Jean de Nassau n’avait sans doute conservé que peu de crédit dans les Pays-Bas ; pendant cinq ans, la princesse dut vivre avec ses propres ressources. On différait toujours de payer son douaire (son contrat de mariage lui assignait une rente de 8, 000 livres, la jouissance des châteaux de Berg-op-Zoom et de Grave) et les pensions allouées aux enfans de Guillaume..

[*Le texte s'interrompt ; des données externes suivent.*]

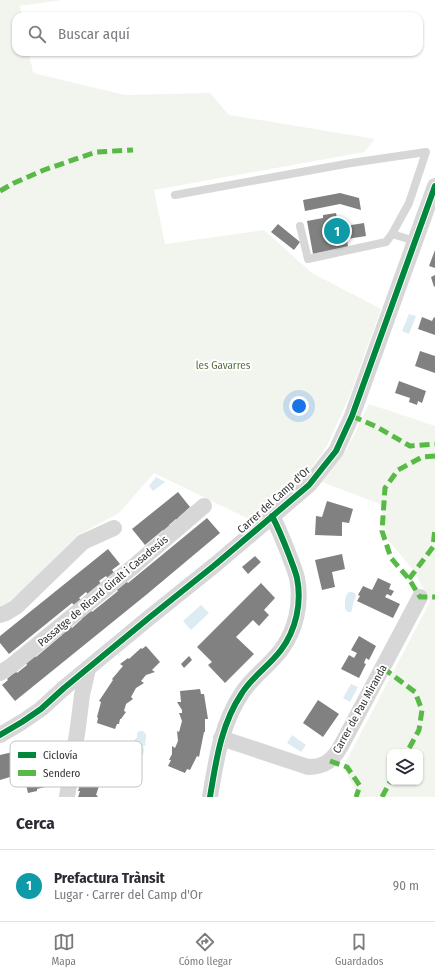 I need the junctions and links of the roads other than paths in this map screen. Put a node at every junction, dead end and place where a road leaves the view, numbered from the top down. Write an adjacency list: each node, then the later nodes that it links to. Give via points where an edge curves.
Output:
1 (435, 186): 5 (street, Carrer del Camp d'Or)
2 (175, 195): 4 (lane, via 426,152 409,203)
3 (300, 226): 4 (lane, via 308,259 386,242)
4 (392, 234): 5 (lane)
5 (416, 241): 7 (street, Carrer del Camp d'Or, via 352,416 336,451 309,485)
6 (204, 506): 12 (street, Passatge de Ricard Giralt i Casadesús, via 88,604)
7 (272, 516): 11 (street, Carrer del Camp d'Or); 14 (street, via 280,531 299,589 295,626 282,649 242,692)
8 (114, 528): 10 (street, via 83,542 16,606)
9 (420, 596): 14 (street, Carrer de Pau Miranda, via 341,746 330,761 314,767 308,766)
10 (0, 616)
11 (88, 669): 13 (street, Carrer del Camp d'Or, via 40,709); 15 (street)
12 (0, 673)
13 (0, 735)
14 (221, 738): 18 (street)
15 (76, 741)
16 (69, 787): 17 (street)
17 (67, 797)
18 (210, 797)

Faisons connaître les enfans de Charlotte de Bourbon, que la princesse avait adoptés et élevait avec son fils : au moment où Guillaume fut assassiné, l’aînée, Louise-Julienne, n’avait encore que huit ans ; Louise de Coligny ne conserva pas auprès d’elle les six filles de Charlotte de Laval. Son mari, toujours préparé à la mort, avait d’avance recommandé la seconde et la sixième à leurs marraines et à leurs parentes. La reine Élisabeth, aussitôt après le crime, écrivit au duc de Montpensier, le grand-père des jeunes orphelines. Elle lui conseilla de confier l’aînée à la fille de Jeanne d’Albret, Catherine de Bourbon, et demanda qu’on lui envoyât la seconde, sa filleule ; elle recommandait d’en donner une à la duchesse de Bouillon, une à l’électrice palatine, une à la comtesse de Schwartzbourg. Une d’elles, Flandrine, était déjà auprès de sa tante, Jeanne de Bourbon, abbesse du Paraclet.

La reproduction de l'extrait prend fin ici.